Not very many actors in Canada get to have the experience of playing a character in a play much longer than 3 weeks. Sometimes a play that connects with the theatre going public can have its run extended by a week or even a month. Quite often even that’s simply not possible for a whole range of reasons and the play closes after its originally scheduled run.
In 1981 I signed a contract for a play at The Arts Club Theatre in Vancouver. It was a new Canadian play called Talking Dirty. The play had already been workshopped over a couple of years at that point but we were allowed a 3 and a half week rehearsal period anyway. This was very rare for The Arts Club where rehearsal periods were usually 2 weeks and occasionally even shorter.
We rehearsed in the basement rehearsal room at The Vancouver East Cultural Centre. We opened, at The Arts Club Theatre, the old one at Seymour and Davie, on October 13, 1981.
For the next four and a half years my life would be dominated by this play and the character of Dave Lerner. I played him 658 times in three different productions. The originating production in Vancouver for the first year, the Toronto production for three months a couple of years later and a tour which took us to the National Arts Centre in Ottawa and Centaur Theatre in Montreal, a year after that.
Looking back now I think doing that play for so long was a mistake. It wasn’t the only role I played during that time but it dominated my creative life. I didn’t give myself much opportunity to expand by continuously saying yes to another run of Talking Dirty. Lesson learned too late.

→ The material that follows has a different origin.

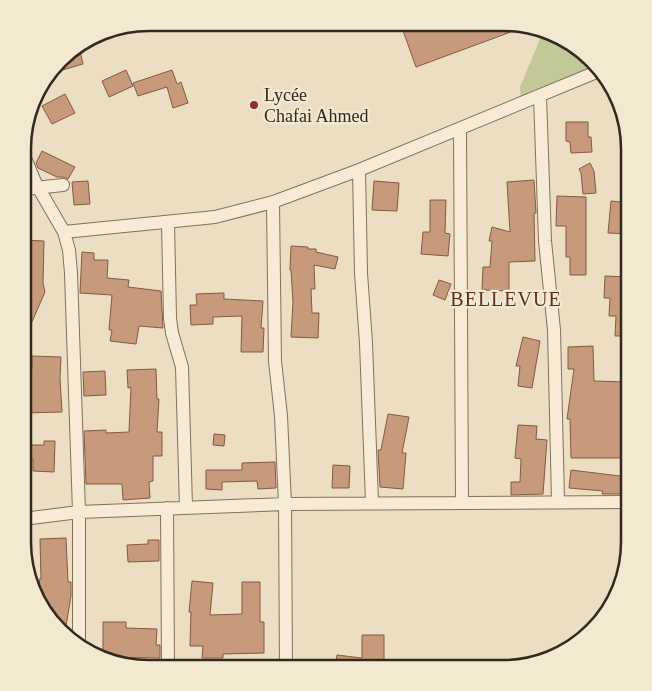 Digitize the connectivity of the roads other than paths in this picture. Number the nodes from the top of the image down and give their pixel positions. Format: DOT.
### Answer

That first year in Vancouver was amazing though. None of us involved in the show had ever experienced anything even remotely like it. Packed houses every night, line ups down the block for this wee little first- come-first-served 250 seat theatre. When we came to work every evening there would already be a lineup going up the stairs that we would have to excuse ourselves through. Many, many people came to see it more than once. I know this because we got cards and letters from them. All of us in the cast we recognized on the streets and in the stores. I remember walking down South Granville Street one afternoon along a wall of windows that looked into a bank. Several women working at the bank were walking along the inside of the windows as I walked along the outside. They were rapping on the windows and smiling at me and giving thumbs up.
Halloween 1982. The new Arts Club Theatre on Granville Island was open and it was decided to do a production of Rocky Horror Show there. I was still doing Talking Dirty, coming to the end of my first stint. The Rocky Horror Show opened very late at night. I don’t recall how late but late enough that when I finally decided I should drive home from the opening night party it was after two in the morning.
In those days this meant the bars had already been closed for a while and the streets were pretty empty and quiet. Which was a good thing because I was drunk as a lord. Which was not a good thing because the only other car on the road had red lights flashing on the roof as it came toward me. I was driving the wrong way on a one way street. With a police car pulling me over. Oh joy, oh rapture. Oh shit. One of the officers got out of the cruiser and came up to the driver’s door and asked for my licence and registration. He walked back to his vehicle and began the process of checking my documentation. Then, through my rear view mirror, I could see the 2 officers talking. After a few minutes they both got out of their car and came back to my driver’s side door. They gave me back my licence and registration and told me they thought I should turn around and drive home as carefully as possible. They would follow me for a while to make sure I was OK. Then as they turned to return to their cruiser the one that hadn’t said a word up to then looked back at me and said, “And we really enjoyed the play.”
We used music from a local band’s first album to open and close the show and to this day every time I hear Too Bad by Doug and the Slugs I kind of shudder inside.